Study Questions Whether Marijuana Helps With Severe Pain

A new study finds it’s not clear whether medical marijuana is effective for severe pain.

The study found that medical marijuana users who say they have high levels of pain are more likely than those with low pain to say they use cannabis three or more times a day. However, the daily marijuana users with severe pain also reported their health had become worse in the past year.

The results don’t necessarily mean that marijuana is not effective in treating at least some kinds of pain, according to the researchers. But it suggests more research is needed before marijuana is accepted as an effective treatment for severe pain.

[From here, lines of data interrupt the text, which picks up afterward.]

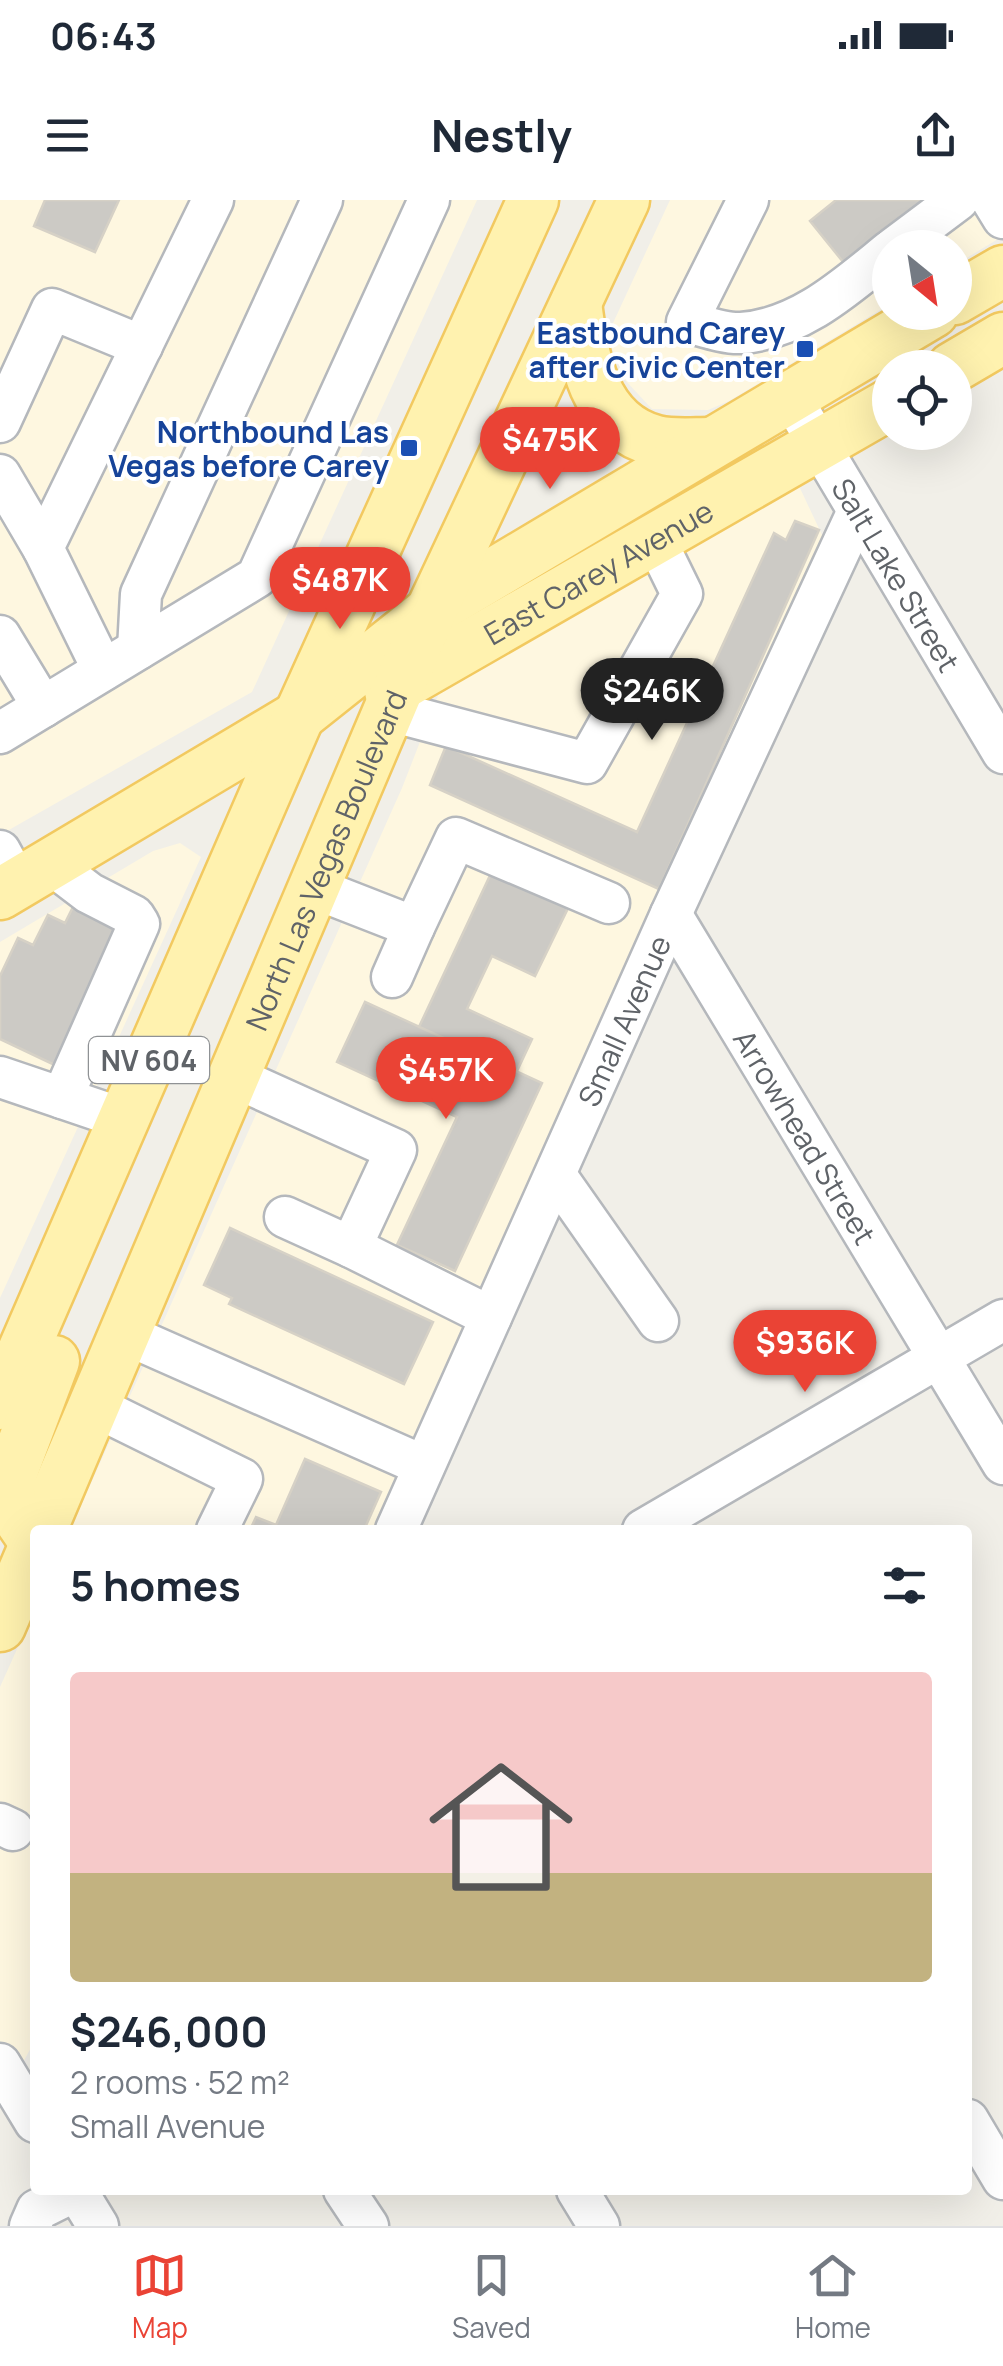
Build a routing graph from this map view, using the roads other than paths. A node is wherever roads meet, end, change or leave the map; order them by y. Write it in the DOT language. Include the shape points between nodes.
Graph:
graph roads {
  1 [pos="213,200"];
  2 [pos="322,200"];
  3 [pos="429,200"];
  4 [pos="533,200"];
  5 [pos="624,200"];
  6 [pos="748,200"];
  7 [pos="958,200"];
  8 [pos="992,200"];
  9 [pos="1003,218"];
  10 [pos="918,230"];
  11 [pos="872,265"];
  12 [pos="1003,271"];
  13 [pos="972,290"];
  14 [pos="576,303"];
  15 [pos="902,330"];
  16 [pos="1003,338"];
  17 [pos="142,346"];
  18 [pos="972,356"];
  19 [pos="790,396"];
  20 [pos="872,414"];
  21 [pos="0,422"];
  22 [pos="710,443"];
  23 [pos="819,445"];
  24 [pos="0,475"];
  25 [pos="856,513"];
  26 [pos="656,539"];
  27 [pos="43,548"];
  28 [pos="431,610"];
  29 [pos="0,636"];
  30 [pos="138,649"];
  31 [pos="103,670"];
  32 [pos="395,699"];
  33 [pos="43,706"];
  34 [pos="299,716"];
  35 [pos="0,733"];
  36 [pos="1003,753"];
  37 [pos="17,873"];
  38 [pos="314,888"];
  39 [pos="608,903"];
  40 [pos="671,914"];
  41 [pos="414,927"];
  42 [pos="392,977"];
  43 [pos="234,1076"];
  44 [pos="0,1077"];
  45 [pos="62,1098"];
  46 [pos="124,1119"];
  47 [pos="556,1177"];
  48 [pos="285,1217"];
  49 [pos="351,1246"];
  50 [pos="55,1277"];
  51 [pos="491,1317"];
  52 [pos="1003,1320"];
  53 [pos="658,1321"];
  54 [pos="125,1334"];
  55 [pos="939,1358"];
  56 [pos="0,1404"];
  57 [pos="94,1406"];
  58 [pos="1003,1464"];
  59 [pos="424,1466"];
  60 [pos="44,1525"];
  61 [pos="219,1525"];
  62 [pos="398,1525"];
  63 [pos="652,1525"];
  64 [pos="30,1536"];
  65 [pos="30,1555"];
  66 [pos="0,1626"];
  67 [pos="0,2064"];
  68 [pos="30,2114"];
  69 [pos="972,2127"];
  70 [pos="1003,2179"];
  71 [pos="67,2195"];
  72 [pos="80,2195"];
  73 [pos="347,2195"];
  74 [pos="581,2195"];
  75 [pos="30,2226"];
  76 [pos="98,2226"];
  77 [pos="368,2226"];
  78 [pos="599,2226"];
  1 -- 17 [label="street"];
  2 -- 30 [label="street" via="140,594"];
  3 -- 30 [label="street" via="258,577"];
  4 -- 34 [label="main road"];
  5 -- 14 [label="main road, North Las Vegas Boulevard"];
  6 -- 11 [label="street" via="687,322 739,334 792,320"];
  7 -- 10 [label="street"];
  8 -- 9 [label="street"];
  12 -- 13 [label="main road"];
  14 -- 22 [label="main road" via="583,359 612,414 657,441"];
  14 -- 28 [label="main road, North Las Vegas Boulevard"];
  15 -- 19 [label="main road, East Carey Avenue"];
  16 -- 18 [label="main road"];
  17 -- 21 [label="street" via="52,309"];
  17 -- 27 [label="street"];
  19 -- 22 [label="main road, East Carey Avenue"];
  19 -- 23 [label="street, Salt Lake Street"];
  20 -- 23 [label="main road, East Carey Avenue"];
  22 -- 28 [label="main road, East Carey Avenue"];
  23 -- 25 [label="street, Salt Lake Street"];
  23 -- 26 [label="main road, East Carey Avenue"];
  24 -- 27 [label="street"];
  25 -- 36 [label="street, Salt Lake Street"];
  25 -- 40 [label="street, Small Avenue"];
  26 -- 32 [label="main road, East Carey Avenue"];
  26 -- 32 [label="street" via="682,594 587,763"];
  27 -- 31 [label="street"];
  28 -- 32 [label="main road, North Las Vegas Boulevard / NV 604"];
  28 -- 34 [label="main road, East Carey Avenue"];
  29 -- 33 [label="street"];
  30 -- 31 [label="street"];
  31 -- 33 [label="street"];
  32 -- 34 [label="main road, East Carey Avenue"];
  32 -- 38 [label="main road, North Las Vegas Boulevard / NV 604"];
  33 -- 35 [label="street"];
  34 -- 37 [label="main road, East Carey Avenue"];
  34 -- 46 [label="main road, NV 604"];
  37 -- 45 [label="street" via="89,894 139,924"];
  38 -- 41 [label="street"];
  38 -- 43 [label="main road, North Las Vegas Boulevard / NV 604"];
  39 -- 41 [label="street" via="456,838"];
  40 -- 47 [label="street, Small Avenue"];
  40 -- 55 [label="street, Arrowhead Street"];
  41 -- 42 [label="street"];
  43 -- 49 [label="street" via="396,1150"];
  43 -- 54 [label="main road, North Las Vegas Boulevard / NV 604"];
  44 -- 45 [label="street"];
  45 -- 46 [label="street"];
  46 -- 50 [label="main road, NV 604"];
  47 -- 51 [label="street, Small Avenue"];
  47 -- 53 [label="street"];
  48 -- 49 [label="street"];
  49 -- 51 [label="street"];
  50 -- 56 [label="main road, NV 604"];
  50 -- 64 [label="main road" via="60,1346 8,1483 11,1507"];
  51 -- 59 [label="street, Small Avenue"];
  52 -- 55 [label="street"];
  54 -- 57 [label="main road, North Las Vegas Boulevard / NV 604"];
  54 -- 59 [label="street"];
  55 -- 58 [label="street, Arrowhead Street"];
  55 -- 63 [label="street"];
  57 -- 60 [label="main road, North Las Vegas Boulevard / NV 604"];
  57 -- 61 [label="street" via="242,1479"];
  59 -- 62 [label="street, Small Avenue"];
  65 -- 66 [label="main road"];
  67 -- 68 [label="street"];
  69 -- 70 [label="street"];
  71 -- 75 [label="street" via="38,2210"];
  72 -- 76 [label="street"];
  73 -- 77 [label="street"];
  74 -- 78 [label="street"];
}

“It’s not clear if marijuana is helping or not,” said Dr. Bridget Freisthler, co-author of the study and a professor of social work at The Ohio State University. “The benefits aren’t as clear-cut as some people assume.”

One issue is the complex relationship between pain, marijuana use, and self-reported health, according to Dr. Alexis Cooke, lead author of the study and a postdoctoral scholar in psychiatry at the University of California, San Francisco.

“Having high chronic pain is related to poorer health, so it may be that people who are using marijuana more often already had worse health to begin with,” Cooke said. “There are still a lot of questions to answer.”

The study involved a survey of 295 medical marijuana dispensary patients in Los Angeles. The surveys were conducted in 2013, when California allowed marijuana use only for medical purposes.

All participants were asked how often they used marijuana. They then rated how their current health compared to one year ago (on a five-point scale from “much better” to “much worse”)  and were asked two questions about their pain levels. Based on their answers, the researchers rated participants’ pain as low, moderate, or high.

Among those surveyed, 31 percent reported high pain, 24 percent moderate pain, and 44 percent were in the low-pain category, according to the study’s findings.

Daily marijuana use was reported by 45 percent of those surveyed, with 48 percent saying they used three or more times per day, the researchers said.

The percentage of participants who used marijuana every day did not differ by pain categories, according to the study’s findings.

But about 60 percent of those who reported high pain used the drug three or more times a day, compared to 51 percent of those with moderate pain and 39 percent of those in the low-pain group.

Findings showed no association between daily marijuana use and change in health status among those with low levels of pain. But daily marijuana use was linked to worsening health status among those reporting high levels of pain, the researchers reported.

However, there was no association between how often participants used marijuana per day and changes in health status. There’s no easy explanation for this, according to Freisthler.

“It shows how little we know about marijuana as medicine, how people are using it, the dosages they are receiving, and its long-term effects,” she said.

People use marijuana for a variety of different types of pain, including cancer, joint pain, HIV, and nerve pain. Researchers don’t know if marijuana has different effects on different causes of pain, Cooke said.

“Chronic pain is also associated with depression and anxiety,” she said. “Marijuana may help with these problems for some people, even if it doesn’t help with the pain.”

Marijuana use also seems to help people who have lost their appetite due to pain or nausea caused by cancer drugs.

“It may not be the pain that patients are trying to address,” Cooke said.

The results suggest we need to know more about the link between marijuana and pain relief, Freisthler said.

“Particularly since the opioid crisis, some people have been touting marijuana as a good substitute for opioids for people in pain,” she said. “But our study suggests we don’t know that marijuana is helping to address pain needs.”

The study was published in the International Journal of Drug Policy.